- [ACTION ITEM]:
How many lines in the entries below include the string "bottom"? Answer with the number only.

- [DATA TO USE]:

....

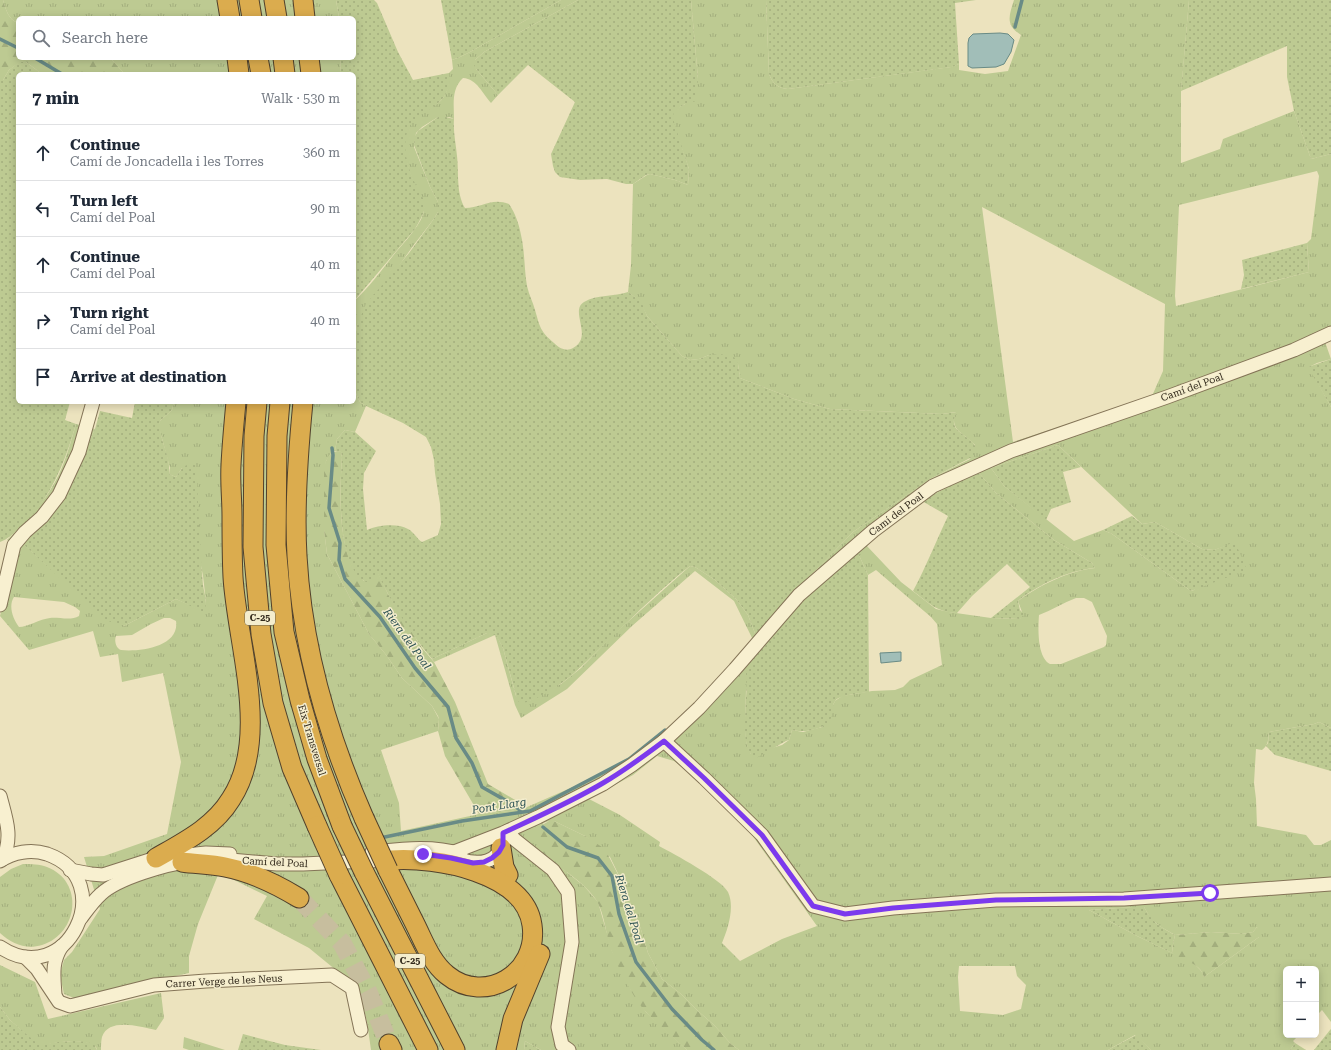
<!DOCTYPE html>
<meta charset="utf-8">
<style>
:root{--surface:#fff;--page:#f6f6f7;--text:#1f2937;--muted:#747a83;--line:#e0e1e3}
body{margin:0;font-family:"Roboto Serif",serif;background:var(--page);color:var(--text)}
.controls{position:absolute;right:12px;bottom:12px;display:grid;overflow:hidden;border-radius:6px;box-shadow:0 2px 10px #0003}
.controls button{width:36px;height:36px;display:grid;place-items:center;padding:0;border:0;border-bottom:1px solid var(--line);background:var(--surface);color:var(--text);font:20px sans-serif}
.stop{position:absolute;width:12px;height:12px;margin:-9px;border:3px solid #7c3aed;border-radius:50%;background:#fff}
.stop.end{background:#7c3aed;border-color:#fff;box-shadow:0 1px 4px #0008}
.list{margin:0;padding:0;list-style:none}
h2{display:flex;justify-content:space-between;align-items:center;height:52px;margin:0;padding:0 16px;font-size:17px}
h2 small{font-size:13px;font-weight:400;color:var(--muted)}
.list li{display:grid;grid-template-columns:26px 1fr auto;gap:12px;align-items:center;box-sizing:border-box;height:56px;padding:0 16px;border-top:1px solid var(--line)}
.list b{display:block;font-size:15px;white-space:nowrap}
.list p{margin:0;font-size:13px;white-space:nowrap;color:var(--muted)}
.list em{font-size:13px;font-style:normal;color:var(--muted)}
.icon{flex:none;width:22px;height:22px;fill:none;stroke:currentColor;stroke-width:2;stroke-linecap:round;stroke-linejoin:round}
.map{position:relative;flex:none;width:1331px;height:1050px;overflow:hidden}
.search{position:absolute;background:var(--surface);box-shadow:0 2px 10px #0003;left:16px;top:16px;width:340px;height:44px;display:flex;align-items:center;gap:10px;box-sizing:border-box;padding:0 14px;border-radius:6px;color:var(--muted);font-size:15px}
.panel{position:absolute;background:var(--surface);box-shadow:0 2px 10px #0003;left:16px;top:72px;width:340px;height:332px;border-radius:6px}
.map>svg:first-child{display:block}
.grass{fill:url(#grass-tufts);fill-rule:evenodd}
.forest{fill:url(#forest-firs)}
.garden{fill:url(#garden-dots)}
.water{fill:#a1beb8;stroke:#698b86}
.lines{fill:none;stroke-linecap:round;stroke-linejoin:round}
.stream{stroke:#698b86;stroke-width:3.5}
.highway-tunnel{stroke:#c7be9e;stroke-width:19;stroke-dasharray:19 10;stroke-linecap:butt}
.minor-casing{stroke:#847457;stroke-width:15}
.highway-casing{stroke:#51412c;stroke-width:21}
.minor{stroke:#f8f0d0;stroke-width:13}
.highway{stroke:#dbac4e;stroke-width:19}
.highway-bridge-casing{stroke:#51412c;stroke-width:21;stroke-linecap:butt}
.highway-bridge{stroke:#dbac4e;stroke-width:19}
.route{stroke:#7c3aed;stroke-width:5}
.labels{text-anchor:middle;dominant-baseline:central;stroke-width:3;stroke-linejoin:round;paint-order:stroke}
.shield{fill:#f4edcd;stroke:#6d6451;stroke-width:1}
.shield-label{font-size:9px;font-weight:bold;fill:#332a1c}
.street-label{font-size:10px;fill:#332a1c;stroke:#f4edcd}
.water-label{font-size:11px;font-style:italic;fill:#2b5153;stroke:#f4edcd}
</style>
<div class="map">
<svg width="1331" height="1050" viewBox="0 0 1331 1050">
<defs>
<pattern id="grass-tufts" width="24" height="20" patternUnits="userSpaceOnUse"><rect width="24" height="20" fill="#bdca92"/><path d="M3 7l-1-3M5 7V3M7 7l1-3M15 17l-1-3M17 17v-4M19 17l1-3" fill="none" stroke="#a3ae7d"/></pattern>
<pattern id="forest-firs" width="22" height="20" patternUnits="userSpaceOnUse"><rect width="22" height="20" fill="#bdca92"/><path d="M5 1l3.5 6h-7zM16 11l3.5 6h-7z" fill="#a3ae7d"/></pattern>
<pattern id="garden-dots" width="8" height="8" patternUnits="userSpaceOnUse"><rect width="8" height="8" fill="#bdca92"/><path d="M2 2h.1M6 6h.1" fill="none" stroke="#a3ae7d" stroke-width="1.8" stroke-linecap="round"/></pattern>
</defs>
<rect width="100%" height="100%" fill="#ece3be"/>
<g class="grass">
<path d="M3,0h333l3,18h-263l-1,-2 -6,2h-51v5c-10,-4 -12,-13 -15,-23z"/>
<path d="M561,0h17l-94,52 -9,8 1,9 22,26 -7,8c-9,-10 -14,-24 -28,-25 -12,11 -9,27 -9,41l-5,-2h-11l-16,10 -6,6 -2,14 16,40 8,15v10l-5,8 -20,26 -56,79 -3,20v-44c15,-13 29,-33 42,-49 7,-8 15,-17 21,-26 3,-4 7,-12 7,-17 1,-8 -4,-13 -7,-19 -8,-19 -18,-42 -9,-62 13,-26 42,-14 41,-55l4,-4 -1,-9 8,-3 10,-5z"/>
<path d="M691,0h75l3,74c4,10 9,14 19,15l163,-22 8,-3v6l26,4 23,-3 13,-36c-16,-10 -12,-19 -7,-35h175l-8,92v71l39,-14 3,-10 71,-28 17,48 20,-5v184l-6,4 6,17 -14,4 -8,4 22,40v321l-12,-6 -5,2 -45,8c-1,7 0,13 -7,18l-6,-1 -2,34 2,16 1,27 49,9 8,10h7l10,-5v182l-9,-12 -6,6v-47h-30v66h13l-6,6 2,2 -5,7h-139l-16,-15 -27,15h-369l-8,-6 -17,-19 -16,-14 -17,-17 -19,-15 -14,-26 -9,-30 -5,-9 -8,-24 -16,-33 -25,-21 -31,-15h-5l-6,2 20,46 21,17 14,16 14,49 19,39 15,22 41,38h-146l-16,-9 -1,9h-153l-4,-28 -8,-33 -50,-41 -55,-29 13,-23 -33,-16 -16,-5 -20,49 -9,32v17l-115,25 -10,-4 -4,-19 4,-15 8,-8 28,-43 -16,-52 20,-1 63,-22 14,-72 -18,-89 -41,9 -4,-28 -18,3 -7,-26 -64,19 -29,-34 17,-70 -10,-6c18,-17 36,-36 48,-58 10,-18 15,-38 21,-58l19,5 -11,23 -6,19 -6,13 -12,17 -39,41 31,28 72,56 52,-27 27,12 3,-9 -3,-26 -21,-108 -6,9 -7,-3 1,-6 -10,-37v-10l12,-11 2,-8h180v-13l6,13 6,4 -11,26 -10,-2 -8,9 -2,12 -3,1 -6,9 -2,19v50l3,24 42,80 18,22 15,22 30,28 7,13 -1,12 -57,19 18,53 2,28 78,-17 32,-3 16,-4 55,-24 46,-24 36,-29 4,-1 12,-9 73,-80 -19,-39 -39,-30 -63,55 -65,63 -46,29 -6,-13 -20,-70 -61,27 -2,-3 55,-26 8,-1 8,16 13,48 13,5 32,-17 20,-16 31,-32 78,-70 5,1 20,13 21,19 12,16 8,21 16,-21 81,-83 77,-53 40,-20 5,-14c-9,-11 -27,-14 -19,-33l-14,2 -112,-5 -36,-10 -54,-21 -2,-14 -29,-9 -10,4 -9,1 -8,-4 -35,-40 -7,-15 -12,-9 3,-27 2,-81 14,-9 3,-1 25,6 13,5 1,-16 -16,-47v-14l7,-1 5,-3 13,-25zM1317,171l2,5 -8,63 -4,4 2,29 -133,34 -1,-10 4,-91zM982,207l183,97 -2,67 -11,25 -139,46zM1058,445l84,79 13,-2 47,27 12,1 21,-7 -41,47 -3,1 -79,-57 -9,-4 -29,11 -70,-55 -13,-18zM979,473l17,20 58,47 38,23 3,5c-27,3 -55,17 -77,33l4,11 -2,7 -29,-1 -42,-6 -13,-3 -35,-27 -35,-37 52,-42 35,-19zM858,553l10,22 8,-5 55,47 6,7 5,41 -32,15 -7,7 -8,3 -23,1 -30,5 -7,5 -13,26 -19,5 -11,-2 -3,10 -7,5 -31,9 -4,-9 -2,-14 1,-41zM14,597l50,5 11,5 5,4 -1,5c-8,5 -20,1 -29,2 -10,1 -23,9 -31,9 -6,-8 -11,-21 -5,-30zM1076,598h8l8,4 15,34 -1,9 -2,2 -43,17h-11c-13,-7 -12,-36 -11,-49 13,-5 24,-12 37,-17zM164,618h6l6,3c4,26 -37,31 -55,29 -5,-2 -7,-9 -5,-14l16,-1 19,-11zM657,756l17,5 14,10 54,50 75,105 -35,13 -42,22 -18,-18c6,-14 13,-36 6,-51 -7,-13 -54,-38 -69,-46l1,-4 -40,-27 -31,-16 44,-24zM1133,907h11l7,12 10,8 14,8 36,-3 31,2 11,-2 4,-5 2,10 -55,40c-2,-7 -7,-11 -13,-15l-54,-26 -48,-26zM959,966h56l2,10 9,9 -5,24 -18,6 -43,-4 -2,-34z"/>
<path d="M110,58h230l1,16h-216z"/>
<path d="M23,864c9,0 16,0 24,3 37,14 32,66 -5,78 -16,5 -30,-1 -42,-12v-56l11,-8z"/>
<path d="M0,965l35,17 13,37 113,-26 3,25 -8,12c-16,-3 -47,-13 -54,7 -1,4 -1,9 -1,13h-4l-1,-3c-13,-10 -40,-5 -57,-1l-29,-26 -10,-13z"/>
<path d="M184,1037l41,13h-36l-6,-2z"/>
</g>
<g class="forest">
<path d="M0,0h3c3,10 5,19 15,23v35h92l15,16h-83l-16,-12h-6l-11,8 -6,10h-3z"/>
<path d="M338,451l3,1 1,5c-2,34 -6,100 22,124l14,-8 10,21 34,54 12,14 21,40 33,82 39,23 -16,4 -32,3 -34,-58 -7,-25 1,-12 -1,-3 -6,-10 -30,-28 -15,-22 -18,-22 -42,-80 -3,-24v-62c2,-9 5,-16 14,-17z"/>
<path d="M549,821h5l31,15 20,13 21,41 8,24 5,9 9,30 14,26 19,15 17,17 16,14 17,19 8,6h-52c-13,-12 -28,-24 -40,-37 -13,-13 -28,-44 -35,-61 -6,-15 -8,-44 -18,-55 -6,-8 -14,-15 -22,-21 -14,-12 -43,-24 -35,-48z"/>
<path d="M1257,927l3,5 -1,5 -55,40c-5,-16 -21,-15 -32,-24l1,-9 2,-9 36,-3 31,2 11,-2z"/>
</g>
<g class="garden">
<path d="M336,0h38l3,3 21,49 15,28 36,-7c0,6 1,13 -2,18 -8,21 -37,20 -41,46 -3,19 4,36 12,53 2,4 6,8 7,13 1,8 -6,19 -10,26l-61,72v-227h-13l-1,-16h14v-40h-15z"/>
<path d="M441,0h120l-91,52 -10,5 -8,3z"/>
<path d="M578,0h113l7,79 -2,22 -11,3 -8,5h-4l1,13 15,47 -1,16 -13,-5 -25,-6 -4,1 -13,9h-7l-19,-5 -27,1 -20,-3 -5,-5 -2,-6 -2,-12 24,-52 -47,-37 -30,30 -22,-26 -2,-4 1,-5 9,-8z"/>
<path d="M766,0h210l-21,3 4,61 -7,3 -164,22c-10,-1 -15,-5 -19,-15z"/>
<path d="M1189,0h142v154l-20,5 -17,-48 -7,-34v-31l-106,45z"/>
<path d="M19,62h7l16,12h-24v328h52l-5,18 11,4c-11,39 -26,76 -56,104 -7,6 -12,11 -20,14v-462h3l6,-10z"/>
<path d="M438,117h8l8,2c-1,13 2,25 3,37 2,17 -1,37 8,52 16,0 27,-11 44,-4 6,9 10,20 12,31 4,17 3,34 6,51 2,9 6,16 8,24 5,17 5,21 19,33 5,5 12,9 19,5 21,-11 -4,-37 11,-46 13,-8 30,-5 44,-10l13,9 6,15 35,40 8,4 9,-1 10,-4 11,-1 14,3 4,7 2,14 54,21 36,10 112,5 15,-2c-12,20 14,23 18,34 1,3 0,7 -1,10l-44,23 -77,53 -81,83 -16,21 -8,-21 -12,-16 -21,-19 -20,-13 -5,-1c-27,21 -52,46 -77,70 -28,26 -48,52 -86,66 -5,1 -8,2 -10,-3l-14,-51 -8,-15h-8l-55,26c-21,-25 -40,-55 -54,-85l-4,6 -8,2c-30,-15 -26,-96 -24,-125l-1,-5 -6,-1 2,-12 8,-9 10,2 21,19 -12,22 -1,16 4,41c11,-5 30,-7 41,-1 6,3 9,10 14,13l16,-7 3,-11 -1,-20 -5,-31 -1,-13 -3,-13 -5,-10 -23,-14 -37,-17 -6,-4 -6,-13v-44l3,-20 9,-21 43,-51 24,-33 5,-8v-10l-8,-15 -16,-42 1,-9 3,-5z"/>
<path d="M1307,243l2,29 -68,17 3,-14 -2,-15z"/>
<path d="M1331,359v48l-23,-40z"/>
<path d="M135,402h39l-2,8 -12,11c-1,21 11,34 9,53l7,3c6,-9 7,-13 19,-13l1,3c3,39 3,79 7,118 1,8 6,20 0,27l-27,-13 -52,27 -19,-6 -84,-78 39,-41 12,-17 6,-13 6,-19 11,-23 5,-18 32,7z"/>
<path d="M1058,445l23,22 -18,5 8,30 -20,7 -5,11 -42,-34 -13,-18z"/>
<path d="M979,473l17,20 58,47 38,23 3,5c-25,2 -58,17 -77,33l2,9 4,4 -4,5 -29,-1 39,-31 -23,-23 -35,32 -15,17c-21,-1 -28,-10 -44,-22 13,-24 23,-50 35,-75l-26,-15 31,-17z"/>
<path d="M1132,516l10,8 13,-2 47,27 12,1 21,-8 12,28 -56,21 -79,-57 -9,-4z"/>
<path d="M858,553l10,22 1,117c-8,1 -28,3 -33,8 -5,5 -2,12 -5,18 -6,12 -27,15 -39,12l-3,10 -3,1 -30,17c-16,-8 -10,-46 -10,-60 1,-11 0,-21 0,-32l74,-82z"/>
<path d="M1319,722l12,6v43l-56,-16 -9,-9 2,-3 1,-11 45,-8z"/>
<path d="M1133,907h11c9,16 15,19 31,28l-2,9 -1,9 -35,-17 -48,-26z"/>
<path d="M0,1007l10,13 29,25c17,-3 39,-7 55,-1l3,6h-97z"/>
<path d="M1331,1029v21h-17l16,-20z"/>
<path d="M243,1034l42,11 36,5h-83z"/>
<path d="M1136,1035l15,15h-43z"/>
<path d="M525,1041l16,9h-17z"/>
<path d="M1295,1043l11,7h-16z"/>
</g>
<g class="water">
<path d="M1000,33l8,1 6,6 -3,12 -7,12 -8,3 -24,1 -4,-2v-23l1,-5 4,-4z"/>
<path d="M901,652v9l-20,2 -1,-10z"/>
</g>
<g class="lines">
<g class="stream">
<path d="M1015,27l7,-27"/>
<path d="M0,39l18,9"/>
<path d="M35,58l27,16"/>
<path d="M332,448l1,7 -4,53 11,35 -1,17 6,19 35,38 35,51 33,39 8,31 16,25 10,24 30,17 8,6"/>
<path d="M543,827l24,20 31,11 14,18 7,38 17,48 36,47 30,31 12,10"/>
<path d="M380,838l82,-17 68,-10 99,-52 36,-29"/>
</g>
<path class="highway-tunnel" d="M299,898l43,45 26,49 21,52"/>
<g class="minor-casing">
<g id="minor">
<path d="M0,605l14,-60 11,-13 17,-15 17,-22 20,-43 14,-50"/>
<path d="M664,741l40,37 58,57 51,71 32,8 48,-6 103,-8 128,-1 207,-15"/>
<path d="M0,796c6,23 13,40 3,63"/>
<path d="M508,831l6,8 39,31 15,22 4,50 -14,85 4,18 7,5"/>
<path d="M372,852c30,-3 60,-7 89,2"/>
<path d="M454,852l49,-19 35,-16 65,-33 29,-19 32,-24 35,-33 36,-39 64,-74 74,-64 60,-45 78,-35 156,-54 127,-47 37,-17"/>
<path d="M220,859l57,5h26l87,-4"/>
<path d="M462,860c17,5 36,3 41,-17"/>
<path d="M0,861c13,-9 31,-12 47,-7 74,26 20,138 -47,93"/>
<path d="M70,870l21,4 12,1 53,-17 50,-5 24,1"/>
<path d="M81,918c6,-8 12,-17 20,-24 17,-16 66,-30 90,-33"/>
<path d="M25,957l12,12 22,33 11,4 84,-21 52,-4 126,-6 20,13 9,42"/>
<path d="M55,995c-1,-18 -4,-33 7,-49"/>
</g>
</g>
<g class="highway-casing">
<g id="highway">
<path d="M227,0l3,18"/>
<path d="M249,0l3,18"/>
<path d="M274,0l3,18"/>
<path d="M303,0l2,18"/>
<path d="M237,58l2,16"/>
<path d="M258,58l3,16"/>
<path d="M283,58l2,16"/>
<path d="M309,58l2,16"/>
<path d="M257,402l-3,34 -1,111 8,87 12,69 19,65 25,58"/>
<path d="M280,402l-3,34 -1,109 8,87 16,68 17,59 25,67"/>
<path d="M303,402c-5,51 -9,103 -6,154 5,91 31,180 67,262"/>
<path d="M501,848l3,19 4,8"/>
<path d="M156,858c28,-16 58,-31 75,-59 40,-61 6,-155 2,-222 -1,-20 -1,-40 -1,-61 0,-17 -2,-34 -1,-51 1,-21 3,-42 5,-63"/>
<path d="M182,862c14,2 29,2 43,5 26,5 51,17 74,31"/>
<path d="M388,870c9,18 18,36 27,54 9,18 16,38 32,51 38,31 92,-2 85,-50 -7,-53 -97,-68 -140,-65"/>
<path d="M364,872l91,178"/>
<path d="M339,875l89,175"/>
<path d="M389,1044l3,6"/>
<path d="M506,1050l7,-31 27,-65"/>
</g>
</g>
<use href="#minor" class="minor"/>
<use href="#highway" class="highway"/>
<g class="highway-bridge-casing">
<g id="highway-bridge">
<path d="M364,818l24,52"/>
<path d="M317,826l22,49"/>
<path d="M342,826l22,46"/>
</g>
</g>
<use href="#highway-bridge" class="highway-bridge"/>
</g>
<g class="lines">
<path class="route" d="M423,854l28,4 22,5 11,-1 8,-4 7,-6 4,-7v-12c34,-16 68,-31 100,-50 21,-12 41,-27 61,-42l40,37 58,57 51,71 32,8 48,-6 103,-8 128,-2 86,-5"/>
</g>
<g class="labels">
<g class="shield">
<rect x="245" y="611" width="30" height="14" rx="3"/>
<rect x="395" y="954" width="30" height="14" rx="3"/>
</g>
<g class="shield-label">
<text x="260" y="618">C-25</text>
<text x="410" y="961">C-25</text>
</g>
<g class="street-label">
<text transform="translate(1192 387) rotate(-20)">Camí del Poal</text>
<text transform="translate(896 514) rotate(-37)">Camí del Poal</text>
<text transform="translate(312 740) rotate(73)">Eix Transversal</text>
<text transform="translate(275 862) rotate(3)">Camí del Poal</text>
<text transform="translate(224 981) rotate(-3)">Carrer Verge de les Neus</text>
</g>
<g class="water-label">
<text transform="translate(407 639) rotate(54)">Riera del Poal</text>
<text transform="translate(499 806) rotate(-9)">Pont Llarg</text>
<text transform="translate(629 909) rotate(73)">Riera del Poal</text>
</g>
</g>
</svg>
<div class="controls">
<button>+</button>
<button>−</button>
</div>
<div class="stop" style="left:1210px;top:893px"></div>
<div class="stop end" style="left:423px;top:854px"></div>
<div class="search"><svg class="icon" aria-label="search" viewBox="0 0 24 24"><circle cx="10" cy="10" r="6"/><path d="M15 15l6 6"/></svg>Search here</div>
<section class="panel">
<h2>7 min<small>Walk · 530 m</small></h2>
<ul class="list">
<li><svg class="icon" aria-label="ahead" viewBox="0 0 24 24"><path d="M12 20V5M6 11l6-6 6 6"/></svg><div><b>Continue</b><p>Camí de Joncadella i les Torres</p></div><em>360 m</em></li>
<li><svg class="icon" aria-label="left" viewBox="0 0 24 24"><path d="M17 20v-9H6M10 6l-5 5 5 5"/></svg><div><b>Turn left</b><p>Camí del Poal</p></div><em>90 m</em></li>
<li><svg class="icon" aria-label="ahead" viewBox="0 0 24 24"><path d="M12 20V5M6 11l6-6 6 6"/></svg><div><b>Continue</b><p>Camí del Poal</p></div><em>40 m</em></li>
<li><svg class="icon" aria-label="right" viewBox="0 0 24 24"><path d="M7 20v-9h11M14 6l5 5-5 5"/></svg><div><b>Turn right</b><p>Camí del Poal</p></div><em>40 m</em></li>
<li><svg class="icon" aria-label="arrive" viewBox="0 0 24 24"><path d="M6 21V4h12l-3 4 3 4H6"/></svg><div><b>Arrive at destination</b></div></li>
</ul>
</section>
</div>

....

- [FINISHED TASK]:
2